INAF-423 Politics of International Religious Freedom
Fall for 2015-2016
Faculty:
Note: This class will be held at the Berkley Center, 3307 M Street, NW, Suite 200

The slaughter by ISIS of Christian and other minorities in Iraq and Syria; the emergence of democracy in Muslim Indonesia; the rise of anti-Semitism in Europe; the role of the Muslim Brotherhood in Egypt; the Iranian Ayatollahs and nuclear weapons in Iran; Pope Francis and the Catholic Church; the global rises in religious violence and persecution. For better or worse, religion is assuming an increasingly important role in international affairs. Although the "secularization theory" holds that religion will diminish with the advance of modernity, religious ideas and actors have become major players in the 21st century.

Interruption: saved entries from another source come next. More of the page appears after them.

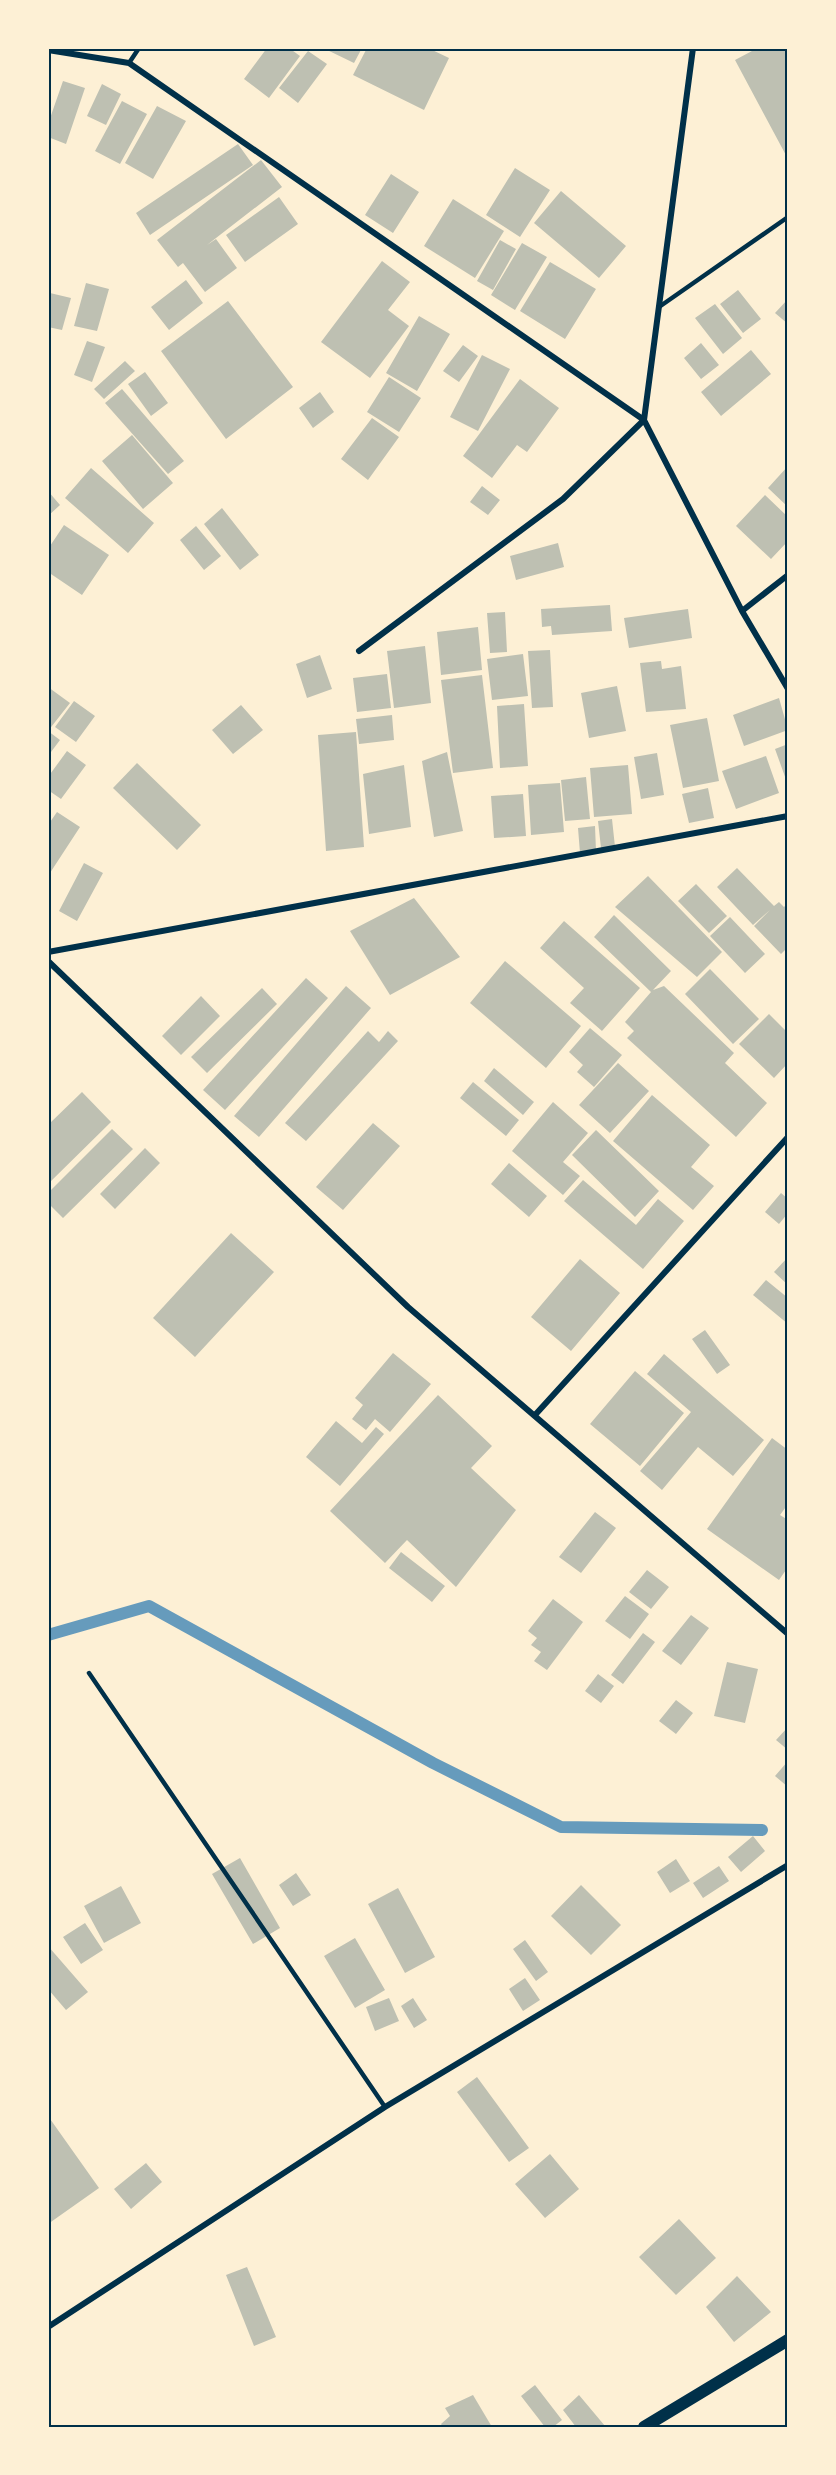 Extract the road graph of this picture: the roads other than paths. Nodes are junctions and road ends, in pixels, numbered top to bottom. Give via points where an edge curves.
1 (139, 48) edge
2 (693, 48) edge
3 (48, 50) edge
4 (129, 63) junction
5 (788, 217) edge
6 (659, 307) junction
7 (644, 420) junction
8 (788, 574) edge
9 (742, 612) junction
10 (359, 651) dead end
11 (788, 689) edge
12 (788, 816) edge
13 (48, 952) edge
14 (48, 961) edge
15 (788, 1137) edge
16 (535, 1415) junction
17 (788, 1634) edge
18 (88, 1673) dead end
19 (788, 1864) edge
20 (385, 2107) junction
21 (48, 2327) edge
22 (788, 2340) edge
23 (644, 2427) edge

1 - 4 lane
2 - 6 street
3 - 4 street
4 - 7 street
5 - 6 lane
6 - 7 street
7 - 9 street
7 - 10 street via 563,499
8 - 9 street
9 - 11 street
12 - 13 street
14 - 16 street via 408,1307
15 - 16 street
16 - 17 street
18 - 20 lane
19 - 20 street
20 - 21 street
22 - 23 main road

This is a development with enormous implications for American national interests. Perhaps fortuitously, the United States is one of only two countries in the world with an official policy of advancing international religious freedom (IRF). This course will examine the politics of U.S. IRF policy, its origins, critics, victories, and defeats to date, as well as its prospects for development. Along the way it will explore the attitudes about religion and religious freedom which have helped to mold that policy. It will ask whether U.S. strategies have reduced religious persecution, or advanced religious freedom, and what impact they have had on American interests in the greater Middle East and China. In addressing these questions it will draw on various academic disciplines, including political science and international relations, history, theology, philosophy and sociology.